HAVING only just recovered from his first spasm, Roger Brewis has taken another dose of Labour laxative, and has besmirched your columns again with the results. These rantings are concentrated on reviling our sitting MP with wild, unfounded allegations and his own rabid outdated opinions.
We must always remember that New Labour is the party of lies and smears, leak and spin. That its supporters are desperate and have only these traits in their armoury with which to fight the next election is only too apparent. However, this standpoint is as flimsy as the government's record.
One of the first things that 'Gormless' Gordon did in 1997, was to relieve the Bank of England's authority to supervise all other commercial banks, and thereby opened the floodgates for his 'boom' economy, which his blinkered, short-term outlook required in order to stay in power.
Brown's prosperity required a record borrowing commitment – this country at present has a deficit of £250 billion and a debt commitment that stretches into the next century – and was based on massive consumer debt and unlimited easy credit. Any junior economists could explain to Comrade Brewis and his coven of Labour activists the stupidity of such a policy, but as Labour has always been the economically simple-minded party, it cannot envisage a long-term scenario.
Thus I must not get too technical for the poor man, but hope to guide his memory a little. Very early in this Labour incumbency, Blair spoke about 'education, education and education.' What he meant was 'training, training, training.' But training for what?
This country has been haemorrhaging jobs for the last two decades, and whilst this government has been good at creating utterly useless training schemes, it has also been good at discouraging the expansion of private sector enterprises, by way of increases in business rates, intrusive local bureaucracy, unqualified and semi-literate applicants for jobs and by the stealthy imposition of extra taxes. But judging from his half-baked rants, Mr Brewis is unable to understand such matters.
What Brown did provide – indeed, must be congratulated for – was creating 1.2 million jobs in the public sector. He is also going to create 100,000 more in the near future. This promise together with his intention to borrow even more money must make him the biggest financial idiot of all time! All these new jobs, most of which are sinecures – reference The Guardian – carry super-inflated salaries, high-faluting titles like 'diversity awareness executive,' maximum 'perks,' extended holidays and, of course, protected final-salary pensions. The latter liability presently stands in excess of £1trillion, which Brown merely writes off the books. At the same time, however, he still plunders the private pension funds.

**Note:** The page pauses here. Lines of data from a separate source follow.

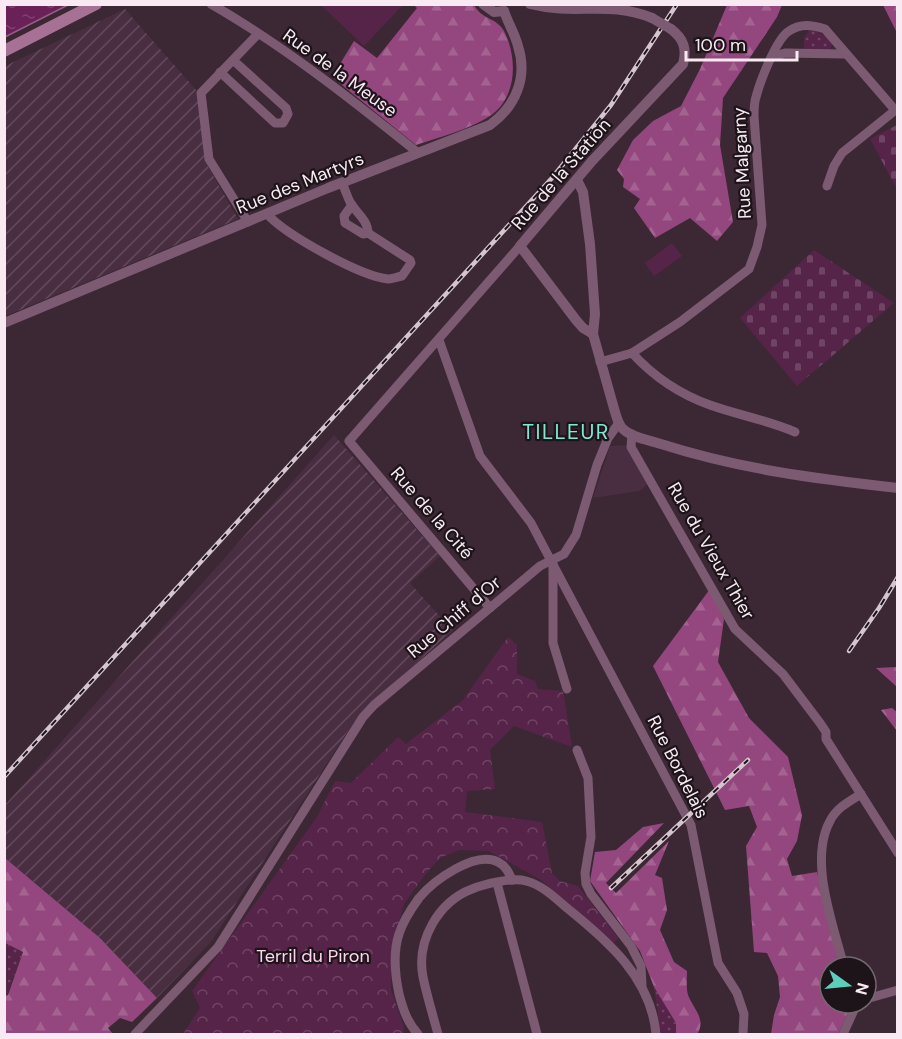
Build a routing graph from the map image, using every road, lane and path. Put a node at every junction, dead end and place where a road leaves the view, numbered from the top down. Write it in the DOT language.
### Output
graph roads {
  1 [pos="96,4"];
  2 [pos="211,4"];
  3 [pos="483,4"];
  4 [pos="530,4"];
  5 [pos="507,8"];
  6 [pos="258,34"];
  7 [pos="4,51"];
  8 [pos="845,54"];
  9 [pos="773,57"];
  10 [pos="233,60"];
  11 [pos="220,72"];
  12 [pos="896,109"];
  13 [pos="417,152"];
  14 [pos="577,180"];
  15 [pos="342,183"];
  16 [pos="827,186"];
  17 [pos="352,205"];
  18 [pos="267,214"];
  19 [pos="248,222"];
  20 [pos="368,233"];
  21 [pos="520,246"];
  22 [pos="4,323"];
  23 [pos="593,334"];
  24 [pos="439,339"];
  25 [pos="632,353"];
  26 [pos="600,362"];
  27 [pos="619,423"];
  28 [pos="795,432"];
  29 [pos="632,434"];
  30 [pos="349,441"];
  31 [pos="897,488"];
  32 [pos="553,561"];
  33 [pos="490,608"];
  34 [pos="567,689"];
  35 [pos="577,750"];
  36 [pos="861,794"];
  37 [pos="897,854"];
  38 [pos="512,880"];
  39 [pos="497,883"];
  40 [pos="841,955"];
  41 [pos="642,986"];
  42 [pos="897,990"];
  43 [pos="878,996"];
  44 [pos="849,1015"];
  45 [pos="135,1035"];
  46 [pos="418,1035"];
  47 [pos="438,1035"];
  48 [pos="537,1035"];
  49 [pos="656,1035"];
  50 [pos="743,1035"];
  51 [pos="843,1035"];
  1 -- 7 [label="main road"];
  2 -- 6 [label="street, Rue de la Meuse"];
  3 -- 5 [label="street"];
  4 -- 14 [label="street, Rue de la Station, bridge"];
  5 -- 13 [label="street, Rue des Martyrs"];
  6 -- 10 [label="street"];
  6 -- 13 [label="street, Rue de la Meuse"];
  8 -- 9 [label="street"];
  8 -- 9 [label="street, Rue Malgarny"];
  8 -- 12 [label="street, Rue Malgarny"];
  9 -- 25 [label="street, Rue Malgarny"];
  10 -- 11 [label="street"];
  10 -- 11 [label="street"];
  11 -- 19 [label="street"];
  12 -- 16 [label="street"];
  13 -- 15 [label="street, Rue des Martyrs"];
  14 -- 21 [label="street, Rue de la Station"];
  14 -- 23 [label="street"];
  15 -- 17 [label="street"];
  15 -- 18 [label="street, Rue des Martyrs"];
  17 -- 20 [label="street"];
  17 -- 20 [label="street"];
  18 -- 19 [label="street, Rue des Martyrs"];
  18 -- 20 [label="street"];
  19 -- 22 [label="street, Rue des Martyrs"];
  21 -- 23 [label="street"];
  21 -- 24 [label="street, Rue de la Station"];
  23 -- 26 [label="street"];
  24 -- 30 [label="street, Rue de la Station"];
  24 -- 32 [label="street, Rue Bordelais"];
  25 -- 26 [label="street"];
  25 -- 28 [label="street"];
  26 -- 27 [label="street"];
  27 -- 29 [label="street"];
  27 -- 32 [label="street, Rue Chiff d'Or"];
  29 -- 31 [label="street"];
  29 -- 36 [label="street, Rue du Vieux Thier"];
  30 -- 33 [label="street, Rue de la Cité"];
  32 -- 33 [label="street, Rue Chiff d'Or"];
  32 -- 34 [label="street"];
  32 -- 50 [label="street, Rue Bordelais"];
  33 -- 45 [label="street, Rue Chiff d'Or"];
  35 -- 41 [label="street"];
  36 -- 37 [label="street, Rue du Vieux Thier"];
  36 -- 40 [label="street"];
  38 -- 39 [label="street"];
  38 -- 41 [label="street"];
  38 -- 46 [label="street"];
  39 -- 47 [label="street"];
  39 -- 48 [label="street"];
  41 -- 49 [label="street"];
  42 -- 43 [label="street"];
  44 -- 51 [label="street"];
}
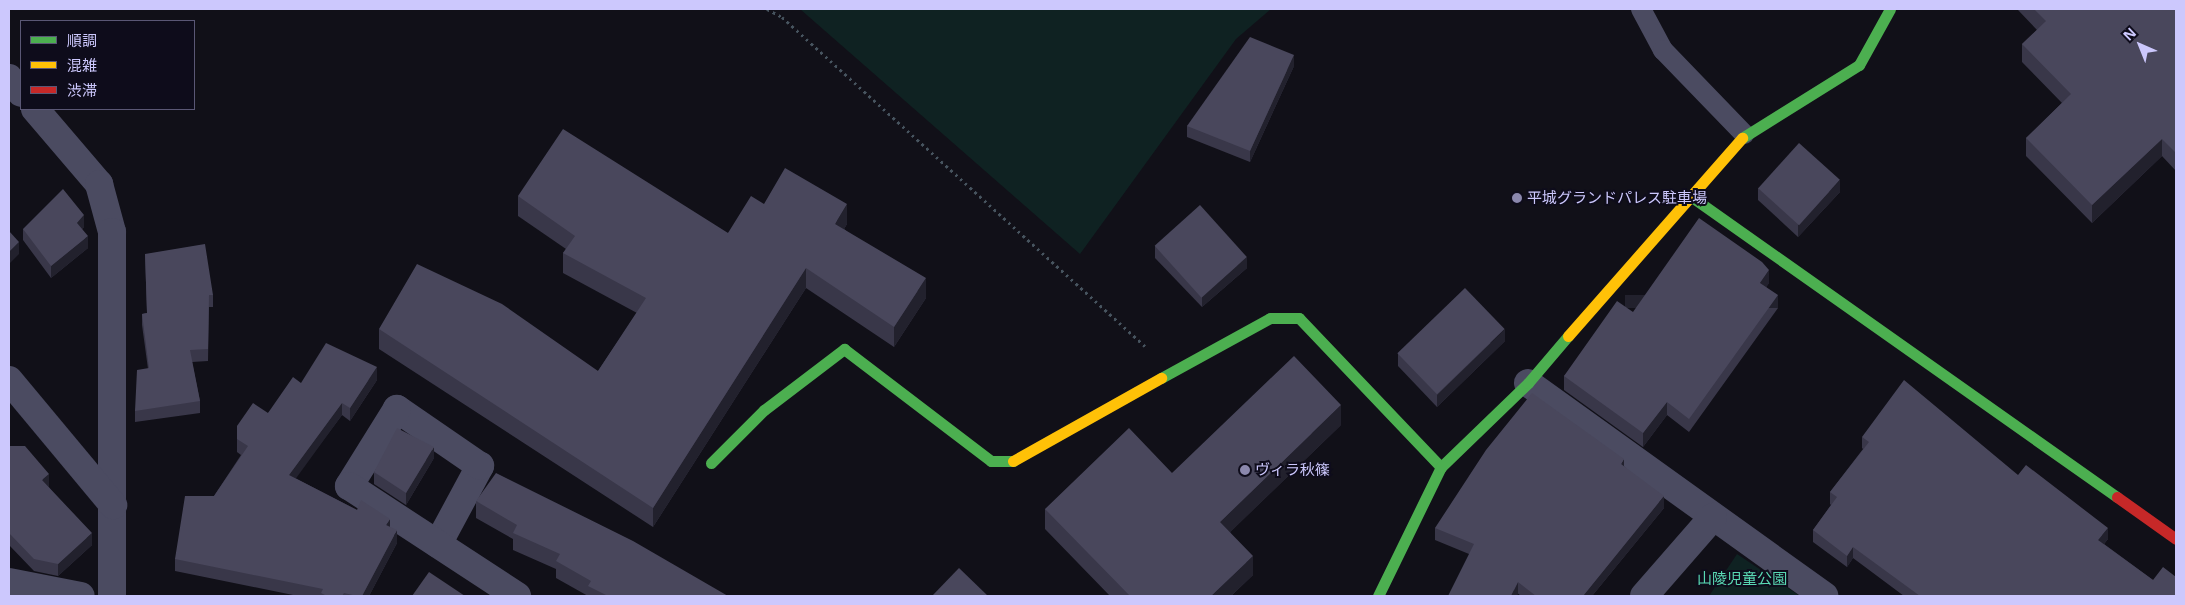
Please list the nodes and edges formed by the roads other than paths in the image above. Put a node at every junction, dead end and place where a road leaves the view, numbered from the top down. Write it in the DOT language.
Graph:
graph roads {
  1 [pos="1641,9"];
  2 [pos="1890,9"];
  3 [pos="9,78"];
  4 [pos="20,92"];
  5 [pos="36,110"];
  6 [pos="1744,134"];
  7 [pos="1689,195"];
  8 [pos="9,380"];
  9 [pos="1528,383"];
  10 [pos="711,464"];
  11 [pos="1441,467"];
  12 [pos="113,505"];
  13 [pos="1713,517"];
  14 [pos="2176,540"];
  15 [pos="438,544"];
  16 [pos="9,582"];
  17 [pos="82,596"];
  18 [pos="112,596"];
  19 [pos="517,596"];
  20 [pos="1378,596"];
  21 [pos="1644,596"];
  22 [pos="1824,596"];
  1 -- 6 [label="lane"];
  2 -- 6 [label="street"];
  3 -- 4 [label="street"];
  5 -- 12 [label="street"];
  6 -- 7 [label="street"];
  7 -- 9 [label="street"];
  7 -- 14 [label="street"];
  8 -- 12 [label="street"];
  9 -- 11 [label="street"];
  9 -- 13 [label="street"];
  10 -- 11 [label="street"];
  11 -- 20 [label="street"];
  12 -- 18 [label="street"];
  13 -- 21 [label="street"];
  13 -- 22 [label="street"];
  15 -- 15 [label="street"];
  15 -- 19 [label="street"];
  16 -- 17 [label="street"];
}
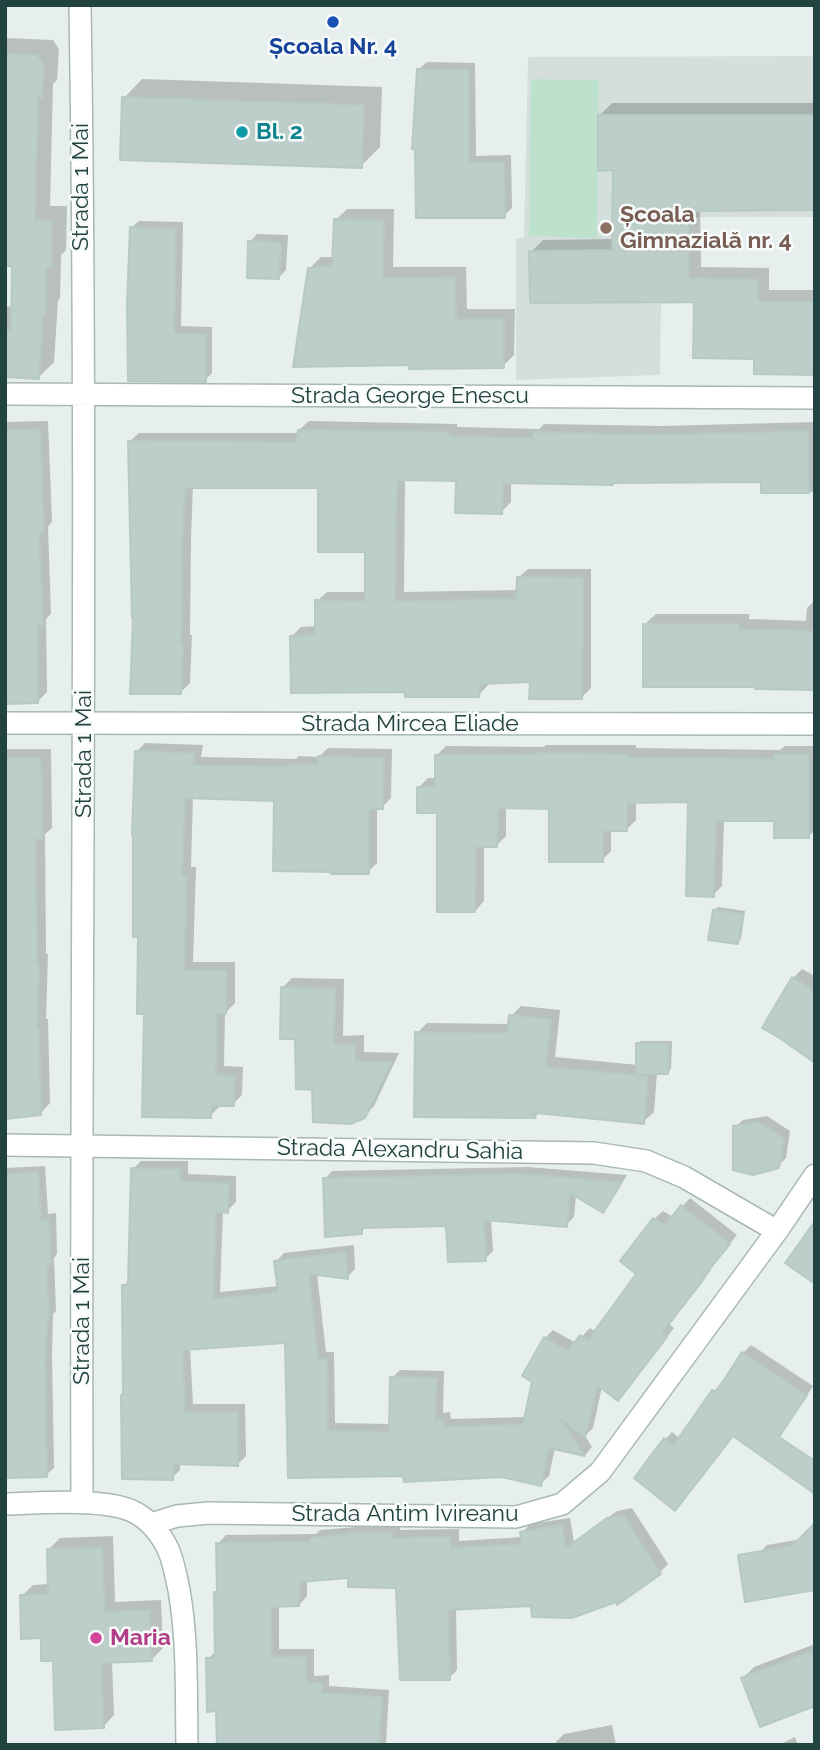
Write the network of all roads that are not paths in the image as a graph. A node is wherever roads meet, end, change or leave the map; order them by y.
1 (80, 5) edge
2 (5, 394) edge
3 (83, 394) junction
4 (815, 398) edge
5 (5, 723) edge
6 (84, 724) junction
7 (815, 724) edge
8 (5, 1145) edge
9 (82, 1146) junction
10 (815, 1175) edge
11 (777, 1230) junction
12 (82, 1503) junction
13 (5, 1504) edge
14 (151, 1524) junction
15 (187, 1745) edge

1 - 3 street, Strada 1 Mai
2 - 3 street, Strada George Enescu
3 - 4 street, Strada George Enescu
3 - 6 street, Strada 1 Mai
5 - 6 street, Strada Mircea Eliade
6 - 7 street, Strada Mircea Eliade
6 - 9 street, Strada 1 Mai
8 - 9 street, Strada Alexandru Sahia
9 - 11 street, Strada Alexandru Sahia
9 - 12 street, Strada 1 Mai
10 - 11 street, Strada Antim Ivireanu
11 - 14 street, Strada Antim Ivireanu
12 - 13 street
12 - 14 street
14 - 15 street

I appreciate that most of this will be way over Mr Brewis's head hence his concentration on abusing Mark Harper. Rather pathetic, though, isn't it? Especially when he accuses him of being militaristic. Surely not even a typical Labour bigot can ignore our presence in Iraq and Afghanistan orchestrated by Blair and Brown, sending young men to their deaths with sub-standard kit, so that they themselves can posture on the world stage. Brown is even now planning to send the Fleet to the eastern Mediterranean in one of his puny gestures at international statemanship.
As regards our MP's euro scepticism, I believe Mr Brewis is on shaky ground here, bearing in mind that a vast majority of the population are of similar thinking. I can think of no better way to perpetuate discredited socialism, and of no better example of its corruption and failure.
But comrade Brewis's portrayal of 'honest' Bruce Hogan, WYSIWG, that shows how panicky the local Labour stalwarts are. I am not implying that Mr Hogan is anything but honest, but does Mr Brewis mean that Hogan is more honest than the rest of the Forest councillors and Mark Harper? Or does he mean that Bruce Hogan is honest and Mark Harper is dishonest, therefore vote Hogan next time?
Whichever, it is a rather puerile plea even by Labour's standards! If we consider this government's record since 1997, bearing in mind their swift embrace of wealth and big business, and the consequent disgraceful scandals it brought about, honesty is the least of its attributes. As I and other political commentators have said 'lies and smears, leak and spin' – those are Labour or New Labour doctrines. Doctor Brewis will have to do better than a childish 'honesty' stance! – Cy Roberts, Coalway.